His one shining moment, in case you hadn’t heard, was 9/11. I was living in lower Manhattan when it happened and for all his faults, I must say that Rudy undeniably served as a solid, reassuring presence in the city’s (and country’s) time of need. All praises due. I guess even a blind squirrel finds an acorn now and then.
But since then he has squandered all that goodwill by dining out on 9/11 to the point where it has become a national joke. In 2007, when Rudy was contemplating his run for the presidency, Joe Biden dropped the mic when he told a crowd that there were only three things Giuliani needed to form a sentence: “a noun, a verb, and 9/11.”
Weirdly for a man with such proclivities, his memory of the day is rather selective. Famously, while stumping for Trump in August 2016, he told a crowd: “Under those eight years before Obama came along, we didn’t have any successful radical Islamic terrorist attack in the United States. They all started when Clinton and Obama got into office.”
That wasn’t his first or by far his worst attack on Obama, of course.
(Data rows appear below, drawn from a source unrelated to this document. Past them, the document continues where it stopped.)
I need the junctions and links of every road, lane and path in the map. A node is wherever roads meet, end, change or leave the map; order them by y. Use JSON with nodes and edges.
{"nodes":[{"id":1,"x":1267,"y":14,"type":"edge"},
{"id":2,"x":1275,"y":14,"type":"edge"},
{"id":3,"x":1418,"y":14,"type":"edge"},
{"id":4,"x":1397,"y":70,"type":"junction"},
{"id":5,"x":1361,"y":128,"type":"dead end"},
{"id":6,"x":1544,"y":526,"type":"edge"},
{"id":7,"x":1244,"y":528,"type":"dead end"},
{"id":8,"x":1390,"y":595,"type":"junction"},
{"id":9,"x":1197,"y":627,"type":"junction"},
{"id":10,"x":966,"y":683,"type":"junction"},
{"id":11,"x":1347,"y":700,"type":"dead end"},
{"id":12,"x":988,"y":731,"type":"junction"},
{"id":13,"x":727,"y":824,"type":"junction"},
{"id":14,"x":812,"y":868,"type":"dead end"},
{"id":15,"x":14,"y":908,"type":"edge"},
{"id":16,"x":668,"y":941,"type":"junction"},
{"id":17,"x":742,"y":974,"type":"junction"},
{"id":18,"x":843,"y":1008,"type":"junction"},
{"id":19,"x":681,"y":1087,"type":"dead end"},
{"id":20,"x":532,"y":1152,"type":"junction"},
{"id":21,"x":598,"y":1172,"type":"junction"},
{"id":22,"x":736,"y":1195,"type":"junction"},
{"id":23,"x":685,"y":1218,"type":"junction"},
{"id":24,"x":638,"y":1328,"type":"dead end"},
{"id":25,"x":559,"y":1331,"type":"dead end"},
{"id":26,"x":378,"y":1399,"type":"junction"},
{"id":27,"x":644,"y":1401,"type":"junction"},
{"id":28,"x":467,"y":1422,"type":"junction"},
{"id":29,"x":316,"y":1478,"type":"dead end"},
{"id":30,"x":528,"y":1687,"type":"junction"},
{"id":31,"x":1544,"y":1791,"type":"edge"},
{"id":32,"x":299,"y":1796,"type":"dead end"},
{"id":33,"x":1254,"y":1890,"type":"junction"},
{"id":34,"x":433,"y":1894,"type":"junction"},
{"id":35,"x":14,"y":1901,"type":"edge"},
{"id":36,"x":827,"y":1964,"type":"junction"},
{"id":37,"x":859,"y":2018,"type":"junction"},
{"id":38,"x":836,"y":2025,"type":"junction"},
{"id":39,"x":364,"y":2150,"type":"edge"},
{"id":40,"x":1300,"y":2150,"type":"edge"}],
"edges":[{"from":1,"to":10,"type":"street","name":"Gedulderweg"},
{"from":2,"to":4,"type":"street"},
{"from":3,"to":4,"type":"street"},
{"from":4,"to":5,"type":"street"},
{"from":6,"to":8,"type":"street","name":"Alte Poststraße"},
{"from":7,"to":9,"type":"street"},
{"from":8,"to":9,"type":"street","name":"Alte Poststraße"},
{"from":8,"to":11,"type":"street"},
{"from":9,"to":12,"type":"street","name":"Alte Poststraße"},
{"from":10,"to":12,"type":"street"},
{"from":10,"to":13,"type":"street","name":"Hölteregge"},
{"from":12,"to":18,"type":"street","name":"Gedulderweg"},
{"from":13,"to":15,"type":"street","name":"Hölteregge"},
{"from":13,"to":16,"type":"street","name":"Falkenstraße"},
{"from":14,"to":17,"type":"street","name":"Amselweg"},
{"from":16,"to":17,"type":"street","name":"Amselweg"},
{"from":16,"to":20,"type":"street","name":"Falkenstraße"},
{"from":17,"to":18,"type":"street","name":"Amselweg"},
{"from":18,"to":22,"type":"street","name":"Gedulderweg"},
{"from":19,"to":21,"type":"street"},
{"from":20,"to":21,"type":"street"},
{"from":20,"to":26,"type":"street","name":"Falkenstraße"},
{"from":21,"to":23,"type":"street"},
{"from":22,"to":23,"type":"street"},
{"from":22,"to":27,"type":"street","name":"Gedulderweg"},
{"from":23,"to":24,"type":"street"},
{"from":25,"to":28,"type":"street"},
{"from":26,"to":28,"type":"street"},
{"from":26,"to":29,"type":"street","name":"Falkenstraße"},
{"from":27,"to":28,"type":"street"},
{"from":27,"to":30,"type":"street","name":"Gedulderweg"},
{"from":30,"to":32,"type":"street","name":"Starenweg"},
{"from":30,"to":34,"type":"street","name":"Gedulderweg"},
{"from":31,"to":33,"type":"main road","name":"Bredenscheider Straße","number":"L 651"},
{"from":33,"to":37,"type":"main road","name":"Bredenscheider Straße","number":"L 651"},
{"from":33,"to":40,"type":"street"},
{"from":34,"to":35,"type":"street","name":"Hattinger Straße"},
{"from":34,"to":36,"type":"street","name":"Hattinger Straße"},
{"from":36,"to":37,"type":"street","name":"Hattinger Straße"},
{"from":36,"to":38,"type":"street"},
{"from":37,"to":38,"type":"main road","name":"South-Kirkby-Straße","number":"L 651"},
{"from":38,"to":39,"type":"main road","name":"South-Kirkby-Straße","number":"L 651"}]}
Let us not forget Rudy’s sub-schoolboy-level snickering at Obama for having been a “community organizer,” and far worse, his dogwhistling speech at a 2015 Republican fundraiser in which he declared, “I do not believe that the President (Obama) loves America…..He wasn’t brought up the way you were brought up and I was brought up, through love of this country.”
I’ll leave it to history as to how Rudy and Barack will be respectively remembered.
But Giuliani reached his nadir when he took on his current role as a rabid weasel-for-hire on behalf of Team Trump.
Every reputable lawyer on both sides of the aisle who has been asked has expressed astonishment at the things Giuliani has been saying putatively on behalf of Trump (many of which seem to catch even the White House off guard). I say “putatively” because the value Rudy is bringing is highly debatable. “The world’s worst lawyer” is a phrase that keeps popping up.
It is often remarked upon that the uncontrollable and infantile Donald J. Trump is a nightmare client for a lawyer, so it is fitting that he should wind up with a nightmare lawyer who regularly seems to do him more harm than good. It is almost amusing to picture these two septuagenarian New Yorkers huddling together inside their right wing fantasy world, plotting their strategy, two arguably deranged, combative, egomaniacal fame whores , the mad leading the mad, as Rudy gives his client possibly the worst legal advice this side of Oscar Zeta Acosta.
Unless it turns out to the best.
This is my nightmare.
YOU CAN’T HANDLE THE TRUTH
Rudy did subsequently try to walk back his Meet the Press remarks—or more charitably, clarify them—explaining that he was merely describing a “he said/she said” situation.
But even that is a farce. Facts are facts, and when facts are available—as they are in Russiagate—it is not simply a matter of one person’s word against the other’s. But Giuliani and Trump would dearly love for us to believe that it is. For ultimately Giuliani’s late life descent into a non-stop game of Knights and Knaves is only a reflection of his boss’s lifelong MO.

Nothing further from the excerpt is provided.